### MATERIAL FOR THIS TASK

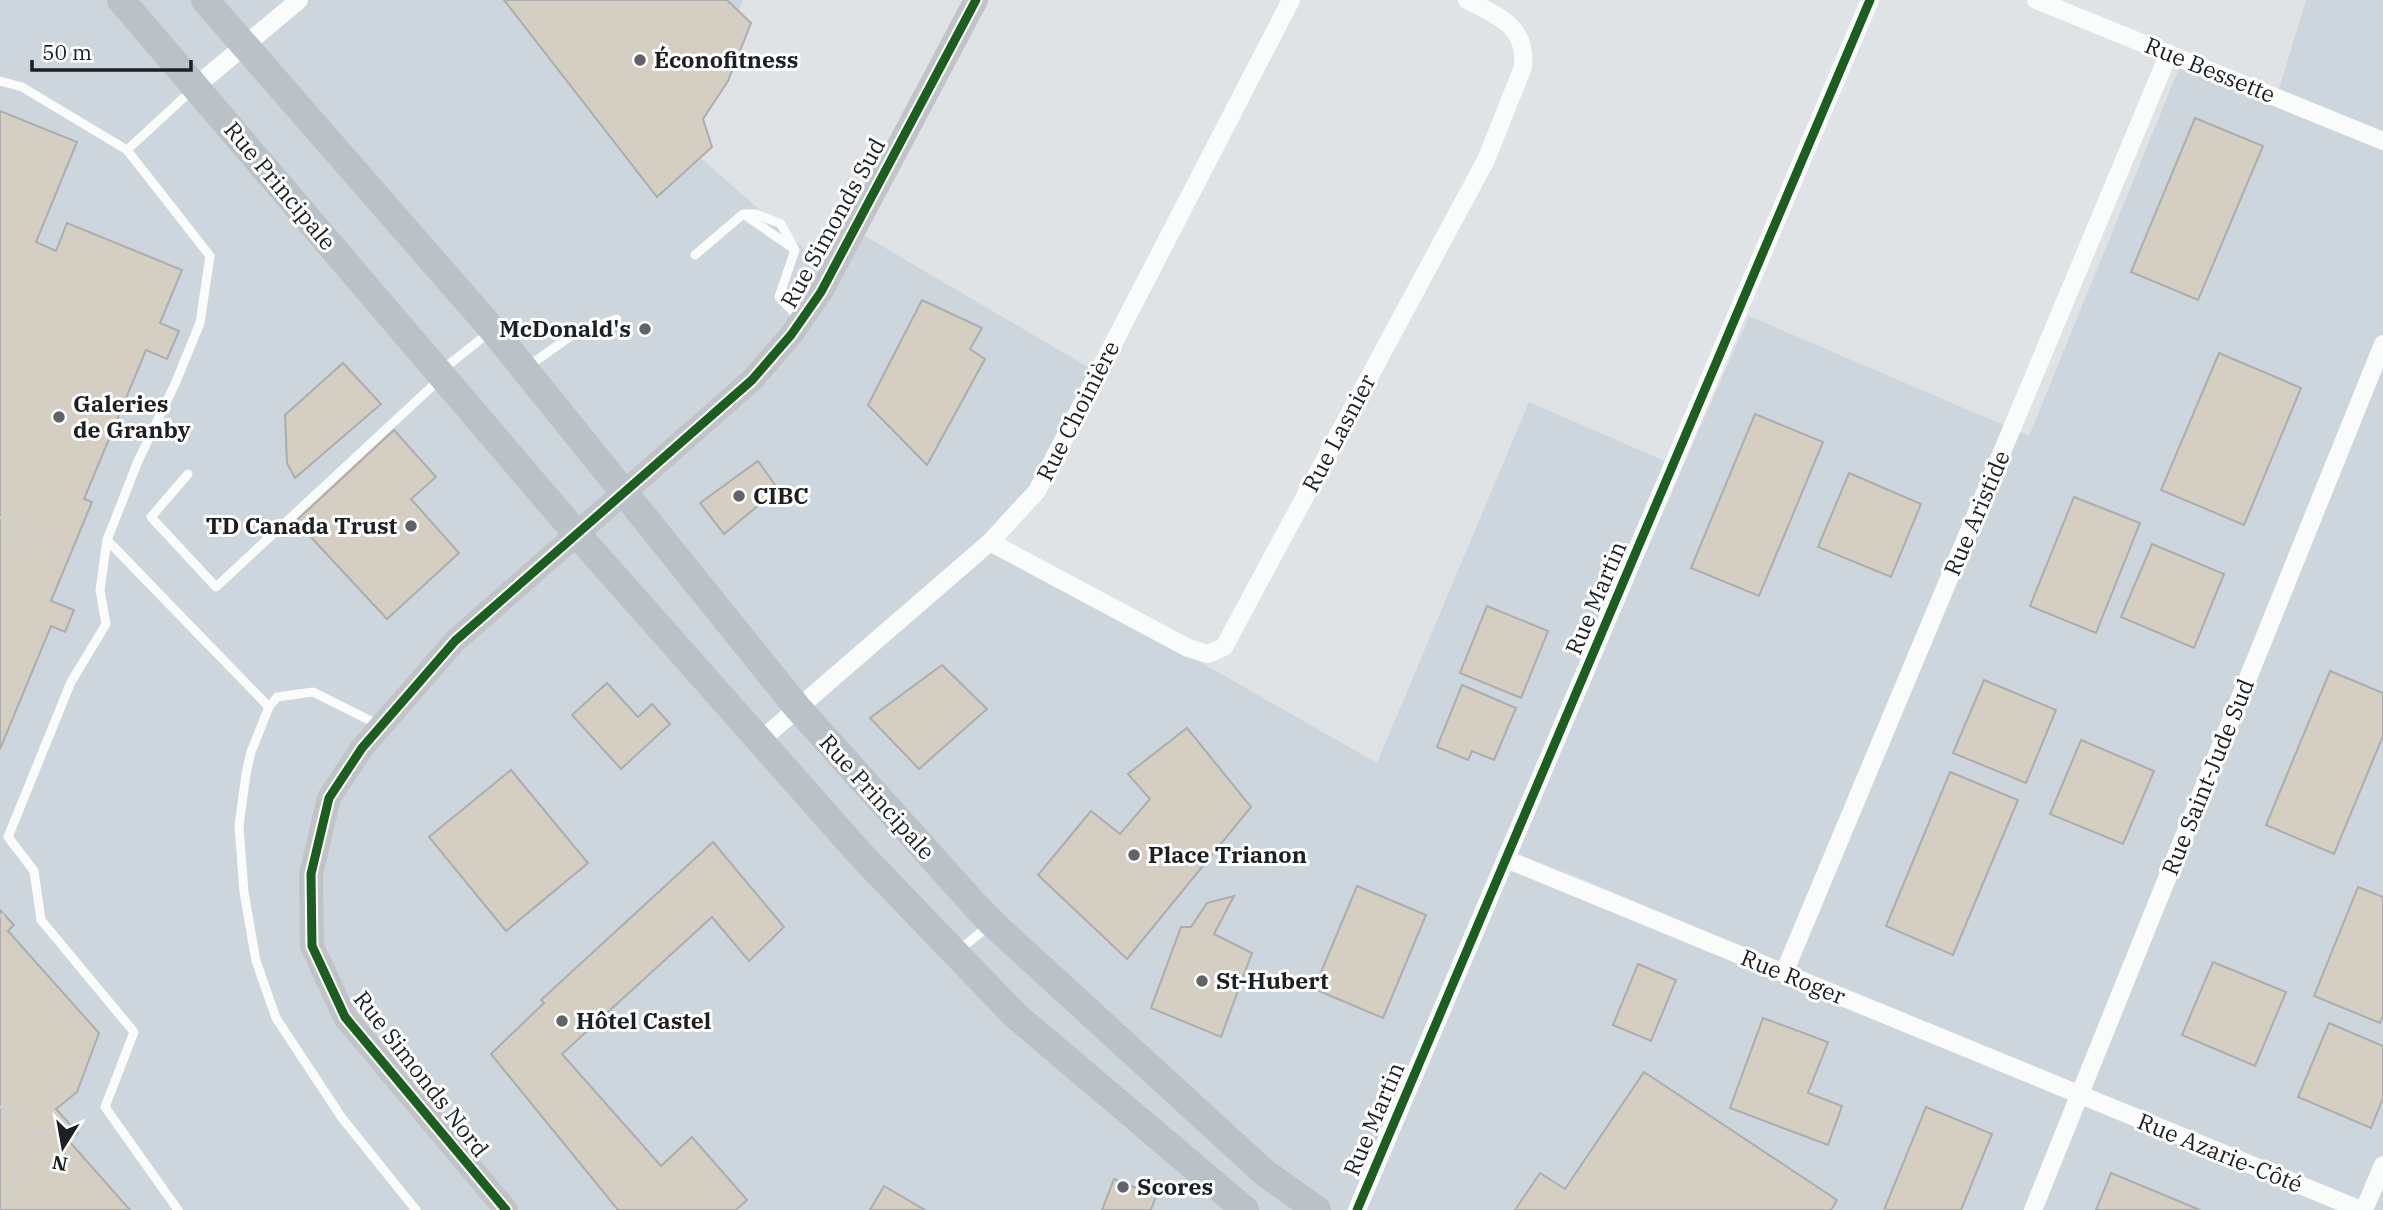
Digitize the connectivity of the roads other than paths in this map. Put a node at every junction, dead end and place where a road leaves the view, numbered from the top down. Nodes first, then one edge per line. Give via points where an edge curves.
1 (121, 0) edge
2 (205, 0) edge
3 (299, 0) edge
4 (976, 0) edge
5 (1292, 0) edge
6 (1467, 0) edge
7 (1870, 0) edge
8 (2036, 0) edge
9 (245, 46) junction
10 (2169, 54) junction
11 (0, 81) edge
12 (195, 87) junction
13 (2383, 141) edge
14 (127, 150) junction
15 (695, 255) dead end
16 (617, 319) dead end
17 (801, 321) junction
18 (493, 330) junction
19 (2383, 344) edge
20 (524, 369) junction
21 (441, 375) junction
22 (188, 474) dead end
23 (625, 492) junction
24 (576, 533) junction
25 (107, 540) junction
26 (990, 542) junction
27 (269, 707) junction
28 (797, 707) junction
29 (381, 726) junction
30 (760, 741) junction
31 (1506, 859) junction
32 (992, 923) junction
33 (956, 953) junction
34 (1784, 973) junction
35 (2080, 1096) junction
36 (2383, 1165) edge
37 (178, 1210) edge
38 (416, 1210) edge
39 (506, 1210) edge
40 (1245, 1210) edge
41 (1317, 1210) edge
42 (1357, 1210) edge
43 (2033, 1210) edge
44 (2363, 1210) edge

1 - 12 main road, Rue Principale
2 - 9 main road, Rue Principale
3 - 9 street
4 - 17 street, Rue Simonds Sud via 821,292
5 - 26 street, Rue Choinière via 1037,491
6 - 26 street, Rue Lasnier via 1507,21 1524,54 1523,67 1486,160 1224,647 1208,654 1188,648
7 - 31 street, Rue Martin
8 - 10 street, Rue Bessette
9 - 12 street
9 - 18 main road, Rue Principale
10 - 13 street, Rue Bessette
10 - 34 street, Rue Aristide
11 - 14 lane via 22,87
12 - 14 lane
12 - 21 main road, Rue Principale
14 - 25 lane via 210,256 201,323
15 - 17 lane via 743,214 781,224 795,250 779,296
16 - 20 lane via 575,333
17 - 23 street, Rue Simonds Sud via 752,380
18 - 20 main road, Rue Principale
18 - 21 lane
19 - 35 street, Rue Saint-Jude Sud
20 - 23 main road, Rue Principale
21 - 22 lane via 216,587 151,517
21 - 24 main road, Rue Principale
23 - 24 street, Rue Simonds Nord
23 - 28 main road, Rue Principale
24 - 29 street, Rue Simonds Nord via 455,641
24 - 30 main road, Rue Principale
25 - 27 lane
25 - 37 lane via 100,590 106,624 71,682 8,837 34,870 41,920 134,1032 105,1107
26 - 28 street, Rue Choinière
27 - 29 lane via 277,697 313,692
27 - 38 lane via 251,752 239,827 256,961 276,1018 342,1118
28 - 30 street, Rue Choinière
28 - 32 main road, Rue Principale
29 - 39 street, Rue Simonds Nord via 329,798 311,874 312,946 345,1017
30 - 33 main road, Rue Principale
31 - 34 street, Rue Roger
31 - 42 street, Rue Martin
32 - 33 lane
32 - 41 main road, Rue Principale via 1265,1173
33 - 40 main road, Rue Principale via 1016,1016
34 - 35 street, Rue Roger
35 - 43 street, Rue Saint-Jude Sud
35 - 44 street, Rue Azarie-Côté
36 - 44 street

######

§ WHAT TO DO
Reproduce all the entries above exactly. Include no images.

§ TASK ANSWER
Digitize the connectivity of the roads other than paths in this map. Put a node at every junction, dead end and place where a road leaves the view, numbered from the top down. Nodes first, then one edge per line. Give via points where an edge curves.
1 (121, 0) edge
2 (205, 0) edge
3 (299, 0) edge
4 (976, 0) edge
5 (1292, 0) edge
6 (1467, 0) edge
7 (1870, 0) edge
8 (2036, 0) edge
9 (245, 46) junction
10 (2169, 54) junction
11 (0, 81) edge
12 (195, 87) junction
13 (2383, 141) edge
14 (127, 150) junction
15 (695, 255) dead end
16 (617, 319) dead end
17 (801, 321) junction
18 (493, 330) junction
19 (2383, 344) edge
20 (524, 369) junction
21 (441, 375) junction
22 (188, 474) dead end
23 (625, 492) junction
24 (576, 533) junction
25 (107, 540) junction
26 (990, 542) junction
27 (269, 707) junction
28 (797, 707) junction
29 (381, 726) junction
30 (760, 741) junction
31 (1506, 859) junction
32 (992, 923) junction
33 (956, 953) junction
34 (1784, 973) junction
35 (2080, 1096) junction
36 (2383, 1165) edge
37 (178, 1210) edge
38 (416, 1210) edge
39 (506, 1210) edge
40 (1245, 1210) edge
41 (1317, 1210) edge
42 (1357, 1210) edge
43 (2033, 1210) edge
44 (2363, 1210) edge

1 - 12 main road, Rue Principale
2 - 9 main road, Rue Principale
3 - 9 street
4 - 17 street, Rue Simonds Sud via 821,292
5 - 26 street, Rue Choinière via 1037,491
6 - 26 street, Rue Lasnier via 1507,21 1524,54 1523,67 1486,160 1224,647 1208,654 1188,648
7 - 31 street, Rue Martin
8 - 10 street, Rue Bessette
9 - 12 street
9 - 18 main road, Rue Principale
10 - 13 street, Rue Bessette
10 - 34 street, Rue Aristide
11 - 14 lane via 22,87
12 - 14 lane
12 - 21 main road, Rue Principale
14 - 25 lane via 210,256 201,323
15 - 17 lane via 743,214 781,224 795,250 779,296
16 - 20 lane via 575,333
17 - 23 street, Rue Simonds Sud via 752,380
18 - 20 main road, Rue Principale
18 - 21 lane
19 - 35 street, Rue Saint-Jude Sud
20 - 23 main road, Rue Principale
21 - 22 lane via 216,587 151,517
21 - 24 main road, Rue Principale
23 - 24 street, Rue Simonds Nord
23 - 28 main road, Rue Principale
24 - 29 street, Rue Simonds Nord via 455,641
24 - 30 main road, Rue Principale
25 - 27 lane
25 - 37 lane via 100,590 106,624 71,682 8,837 34,870 41,920 134,1032 105,1107
26 - 28 street, Rue Choinière
27 - 29 lane via 277,697 313,692
27 - 38 lane via 251,752 239,827 256,961 276,1018 342,1118
28 - 30 street, Rue Choinière
28 - 32 main road, Rue Principale
29 - 39 street, Rue Simonds Nord via 329,798 311,874 312,946 345,1017
30 - 33 main road, Rue Principale
31 - 34 street, Rue Roger
31 - 42 street, Rue Martin
32 - 33 lane
32 - 41 main road, Rue Principale via 1265,1173
33 - 40 main road, Rue Principale via 1016,1016
34 - 35 street, Rue Roger
35 - 43 street, Rue Saint-Jude Sud
35 - 44 street, Rue Azarie-Côté
36 - 44 street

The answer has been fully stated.